Me encontré una buena idea en la calle, pregunté si era de alguien pero no hubo respuesta, me la quedo pensé, estuve media hora esperando que aparezca el dueño, pero nunca llegó, me quedé dormido esperando, soñé que no debía robarme las buenas ideas que estaban tiradas en las calles, cuando desperté la idea no era tan buena, era solo una idea, una más, pero igual me la llevé, no se para que… La idea era sencilla. Era una idea para una historia de amor.
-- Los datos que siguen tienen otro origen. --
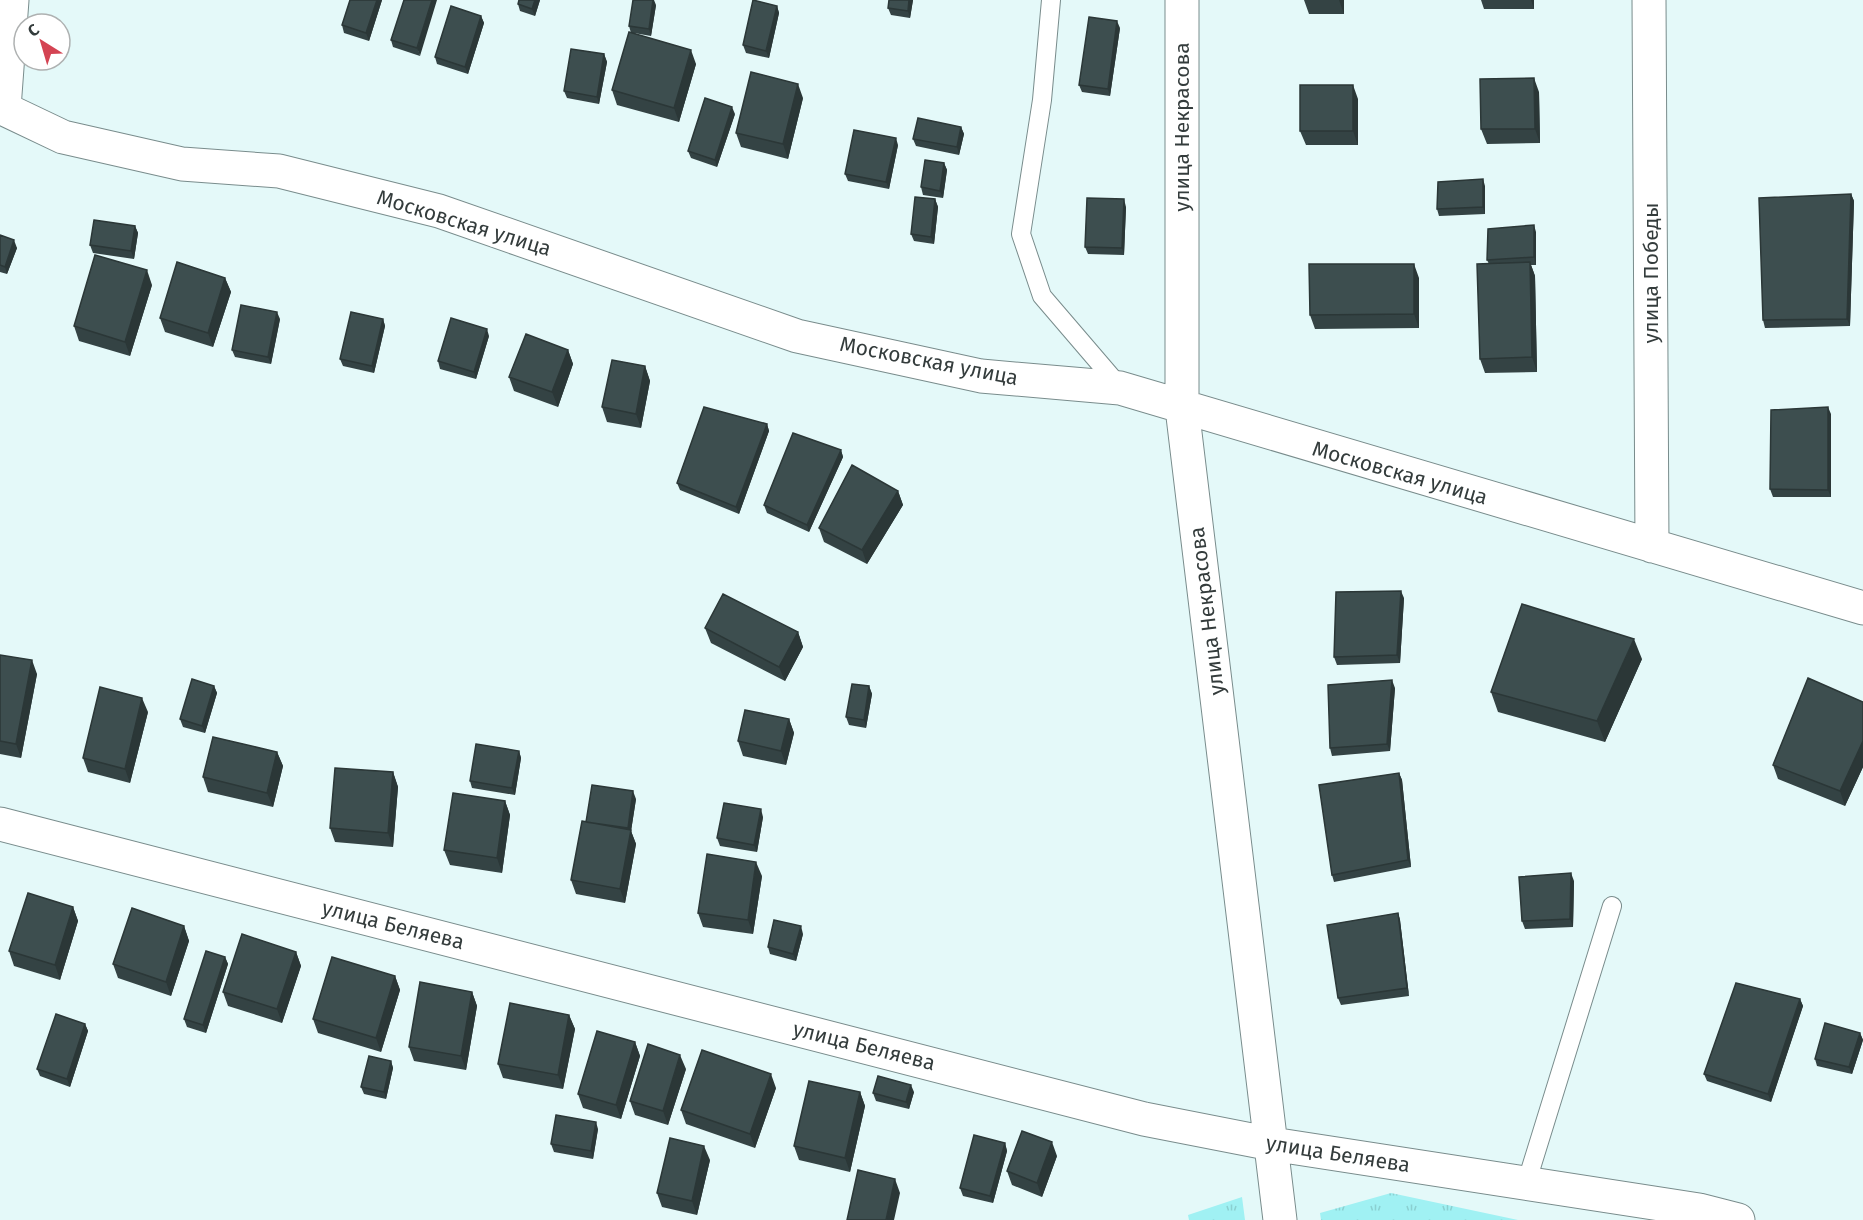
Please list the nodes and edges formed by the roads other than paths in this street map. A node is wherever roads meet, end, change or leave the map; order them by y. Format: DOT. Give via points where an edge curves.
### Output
graph roads {
  1 [pos="12,0"];
  2 [pos="1052,0"];
  3 [pos="1182,0"];
  4 [pos="1650,0"];
  5 [pos="2,108"];
  6 [pos="1120,388"];
  7 [pos="1182,408"];
  8 [pos="1652,546"];
  9 [pos="1863,608"];
  10 [pos="0,824"];
  11 [pos="1612,906"];
  12 [pos="1272,1144"];
  13 [pos="1526,1184"];
  14 [pos="1280,1220"];
  15 [pos="1738,1220"];
  1 -- 5 [label="street"];
  2 -- 6 [label="lane" via="1042,100 1021,234 1042,296"];
  3 -- 7 [label="street, улица Некрасова"];
  4 -- 8 [label="street, улица Победы"];
  5 -- 6 [label="street, Московская улица" via="63,137 182,164 279,171 439,211 797,336 981,376"];
  6 -- 7 [label="street, Московская улица"];
  7 -- 8 [label="street, Московская улица"];
  7 -- 12 [label="street, улица Некрасова"];
  8 -- 9 [label="street, Московская улица"];
  10 -- 12 [label="street, улица Беляева" via="1144,1119"];
  11 -- 13 [label="lane"];
  12 -- 13 [label="street, улица Беляева"];
  12 -- 14 [label="street, улица Некрасова"];
  13 -- 15 [label="street, улица Беляева" via="1699,1210"];
}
La amaba por su cuerpo, pero era de silicona, la amaba por su cara pero era de botox, la amaba por su fortuna pero era mal habida, la amaba por su esencia pero era de mentira…

Que…

Que se acabe el petróleo, que la tecnología no siga carcomiéndonos los bolsillos cada tres meses con un nuevo modelo de vida, que duren más los matrimonios, que no sea tan importante qué clase de auto manejas, que el éxito en la vida no sea medido por el colegio en el que están tus hijos o por la cantidad de posesiones materiales que adquieres, que te cierren las puertas solo para que te des cuenta lo que es que te las cierren, que perdamos la esperanza aunque sea lo último, que vivamos pendientes de los morosos para que no se mueran sin pagar, que no olvidemos que acordarnos duele, que establezcamos, que abramos una ventana para que se ventile el ambiente, que admitamos nuestras diferencias para tolerar hasta al más extremo de nuestros opositores, que cambiemos de rumbo solo por si acaso, que tomemos en cuenta el fracaso, que no soñemos con quedarnos dormidos, que dejemos de consumirnos a nosotros mismos…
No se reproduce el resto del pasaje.